- Opening Delimiter -

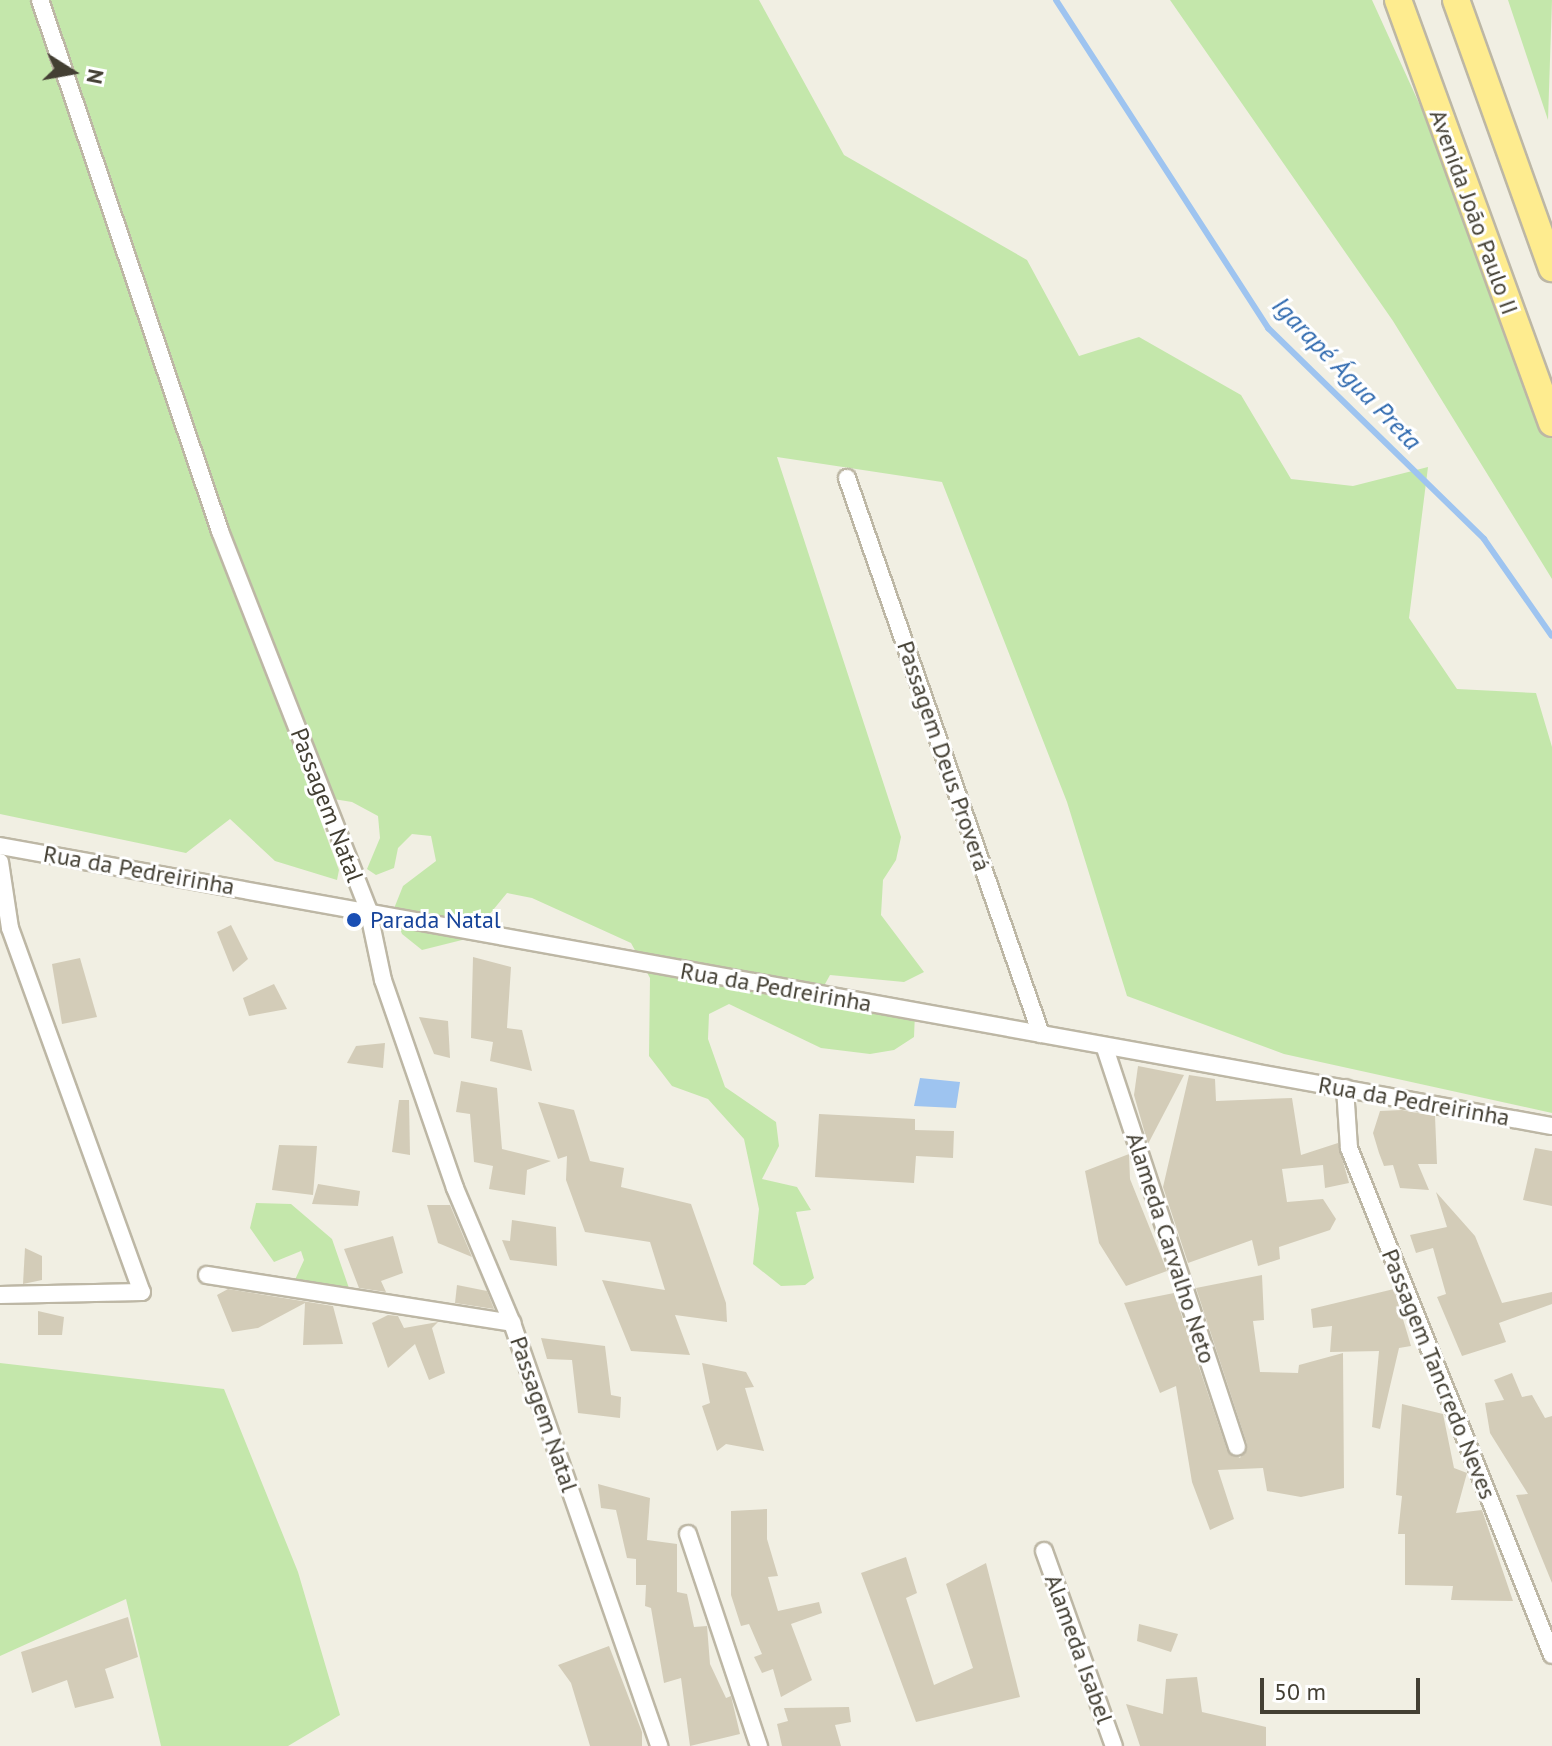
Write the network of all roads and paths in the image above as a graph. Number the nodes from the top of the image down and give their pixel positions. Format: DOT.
graph roads {
  1 [pos="40,0"];
  2 [pos="1398,0"];
  3 [pos="1456,0"];
  4 [pos="1552,268"];
  5 [pos="1552,423"];
  6 [pos="847,478"];
  7 [pos="0,846"];
  8 [pos="0,862"];
  9 [pos="368,909"];
  10 [pos="1041,1034"];
  11 [pos="1105,1048"];
  12 [pos="1345,1088"];
  13 [pos="1552,1126"];
  14 [pos="207,1275"];
  15 [pos="0,1295"];
  16 [pos="512,1323"];
  17 [pos="1237,1447"];
  18 [pos="688,1534"];
  19 [pos="1044,1551"];
  20 [pos="1552,1655"];
  21 [pos="659,1746"];
  22 [pos="759,1746"];
  23 [pos="1114,1746"];
  1 -- 9 [label="street, Passagem Natal"];
  2 -- 5 [label="main road, Avenida João Paulo II"];
  3 -- 4 [label="main road"];
  6 -- 10 [label="street, Passagem Deus Proverá"];
  7 -- 9 [label="street, Rua da Pedreirinha"];
  8 -- 15 [label="street"];
  9 -- 10 [label="street, Rua da Pedreirinha"];
  9 -- 16 [label="street, Passagem Natal"];
  10 -- 11 [label="street, Rua da Pedreirinha"];
  11 -- 12 [label="street, Rua da Pedreirinha"];
  11 -- 17 [label="street, Alameda Carvalho Neto"];
  12 -- 13 [label="street, Rua da Pedreirinha"];
  12 -- 20 [label="street, Passagem Tancredo Neves"];
  14 -- 16 [label="street"];
  16 -- 21 [label="street, Passagem Natal"];
  18 -- 22 [label="street"];
  19 -- 23 [label="street, Alameda Isabel"];
}
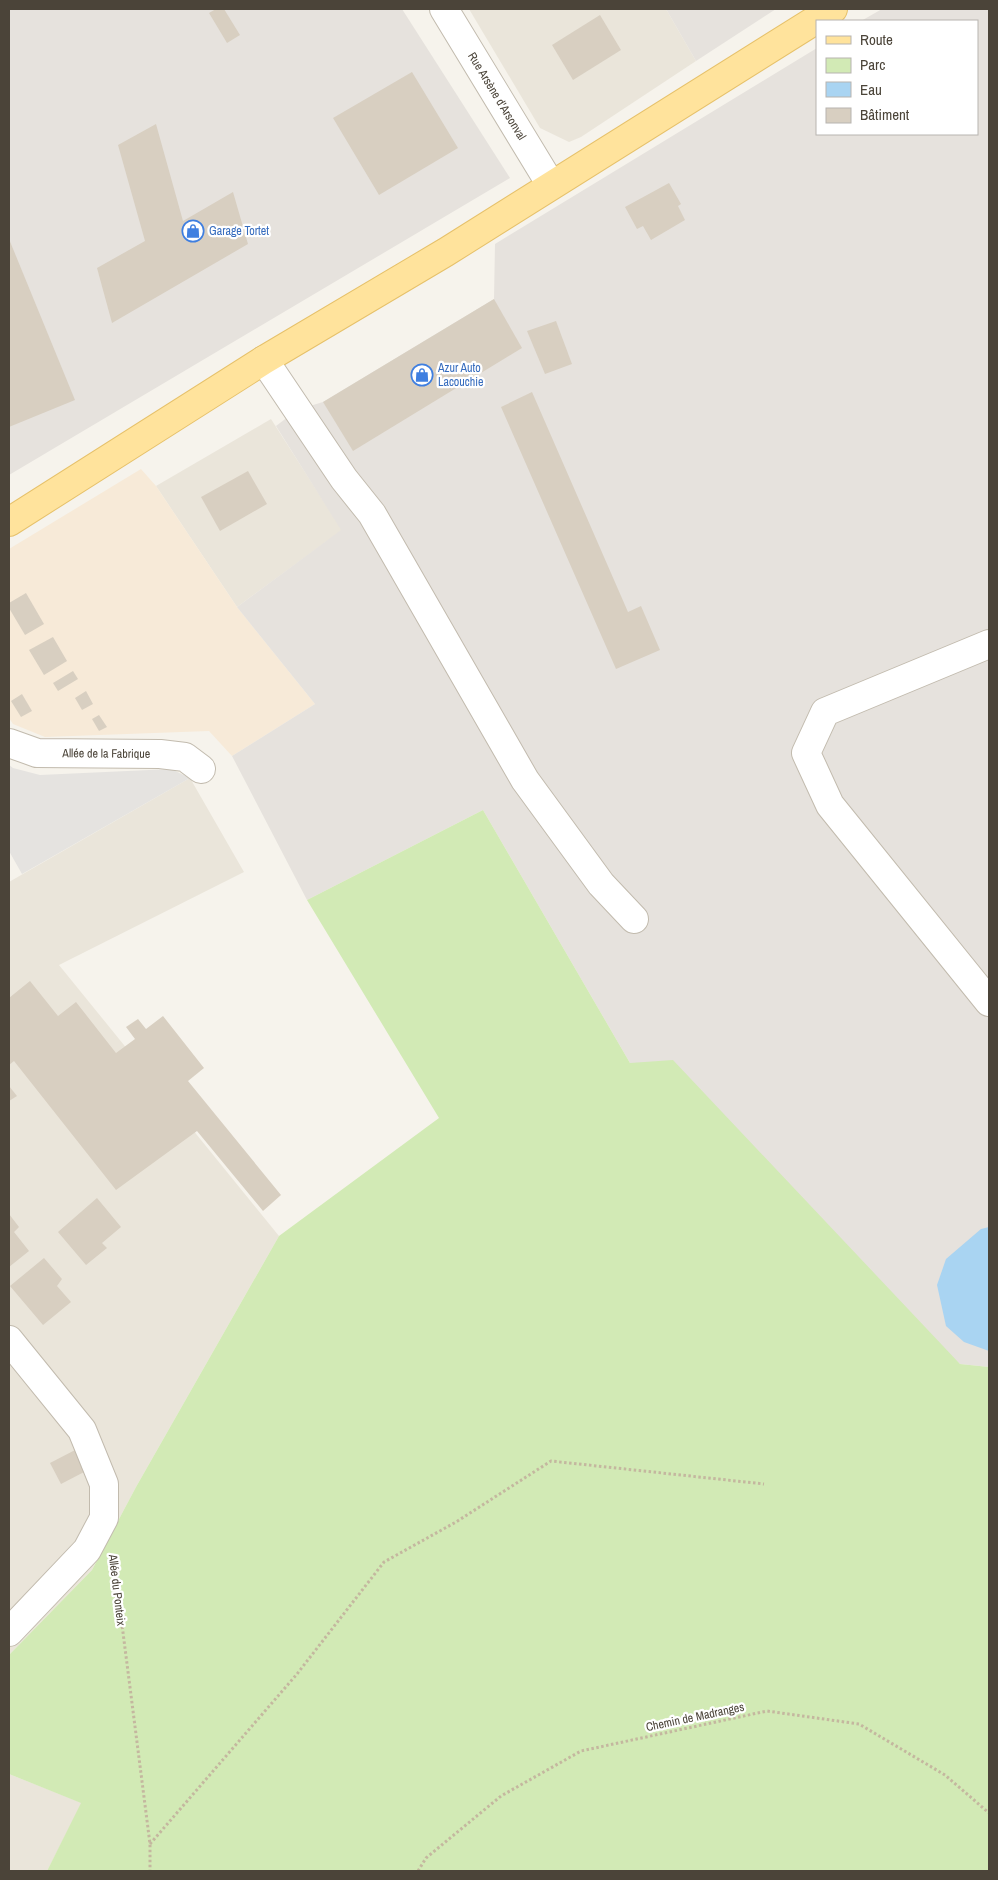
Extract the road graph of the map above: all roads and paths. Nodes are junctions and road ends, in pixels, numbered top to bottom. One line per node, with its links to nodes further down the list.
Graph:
1 (444, 9): 3 (street, Rue Arsène d'Arsonval)
2 (833, 9): 3 (main road)
3 (550, 186): 4 (main road)
4 (264, 360): 5 (main road); 9 (street)
5 (9, 522)
6 (989, 644): 10 (street)
7 (9, 743): 8 (street, Allée de la Fabrique)
8 (201, 769)
9 (634, 919)
10 (989, 1002)
11 (9, 1340): 14 (street)
12 (764, 1484): 16 (path)
13 (114, 1562): 16 (path, Allée du Ponteix)
14 (9, 1632)
15 (989, 1812): 18 (path, Chemin de Madranges)
16 (150, 1844): 17 (path, Allée du Ponteix)
17 (150, 1871)
18 (418, 1871)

- Closing Delimiter -

With the pictures dropped, give every entry above again exactly.

▶ _RESPONSE_
Write the network of all roads and paths in the image above as a graph. Number the nodes from the top of the image down and give their pixel positions. Format: DOT.
graph roads {
  1 [pos="40,0"];
  2 [pos="1398,0"];
  3 [pos="1456,0"];
  4 [pos="1552,268"];
  5 [pos="1552,423"];
  6 [pos="847,478"];
  7 [pos="0,846"];
  8 [pos="0,862"];
  9 [pos="368,909"];
  10 [pos="1041,1034"];
  11 [pos="1105,1048"];
  12 [pos="1345,1088"];
  13 [pos="1552,1126"];
  14 [pos="207,1275"];
  15 [pos="0,1295"];
  16 [pos="512,1323"];
  17 [pos="1237,1447"];
  18 [pos="688,1534"];
  19 [pos="1044,1551"];
  20 [pos="1552,1655"];
  21 [pos="659,1746"];
  22 [pos="759,1746"];
  23 [pos="1114,1746"];
  1 -- 9 [label="street, Passagem Natal"];
  2 -- 5 [label="main road, Avenida João Paulo II"];
  3 -- 4 [label="main road"];
  6 -- 10 [label="street, Passagem Deus Proverá"];
  7 -- 9 [label="street, Rua da Pedreirinha"];
  8 -- 15 [label="street"];
  9 -- 10 [label="street, Rua da Pedreirinha"];
  9 -- 16 [label="street, Passagem Natal"];
  10 -- 11 [label="street, Rua da Pedreirinha"];
  11 -- 12 [label="street, Rua da Pedreirinha"];
  11 -- 17 [label="street, Alameda Carvalho Neto"];
  12 -- 13 [label="street, Rua da Pedreirinha"];
  12 -- 20 [label="street, Passagem Tancredo Neves"];
  14 -- 16 [label="street"];
  16 -- 21 [label="street, Passagem Natal"];
  18 -- 22 [label="street"];
  19 -- 23 [label="street, Alameda Isabel"];
}
Extract the road graph of the map above: all roads and paths. Nodes are junctions and road ends, in pixels, numbered top to bottom. One line per node, with its links to nodes further down the list.
Graph:
1 (444, 9): 3 (street, Rue Arsène d'Arsonval)
2 (833, 9): 3 (main road)
3 (550, 186): 4 (main road)
4 (264, 360): 5 (main road); 9 (street)
5 (9, 522)
6 (989, 644): 10 (street)
7 (9, 743): 8 (street, Allée de la Fabrique)
8 (201, 769)
9 (634, 919)
10 (989, 1002)
11 (9, 1340): 14 (street)
12 (764, 1484): 16 (path)
13 (114, 1562): 16 (path, Allée du Ponteix)
14 (9, 1632)
15 (989, 1812): 18 (path, Chemin de Madranges)
16 (150, 1844): 17 (path, Allée du Ponteix)
17 (150, 1871)
18 (418, 1871)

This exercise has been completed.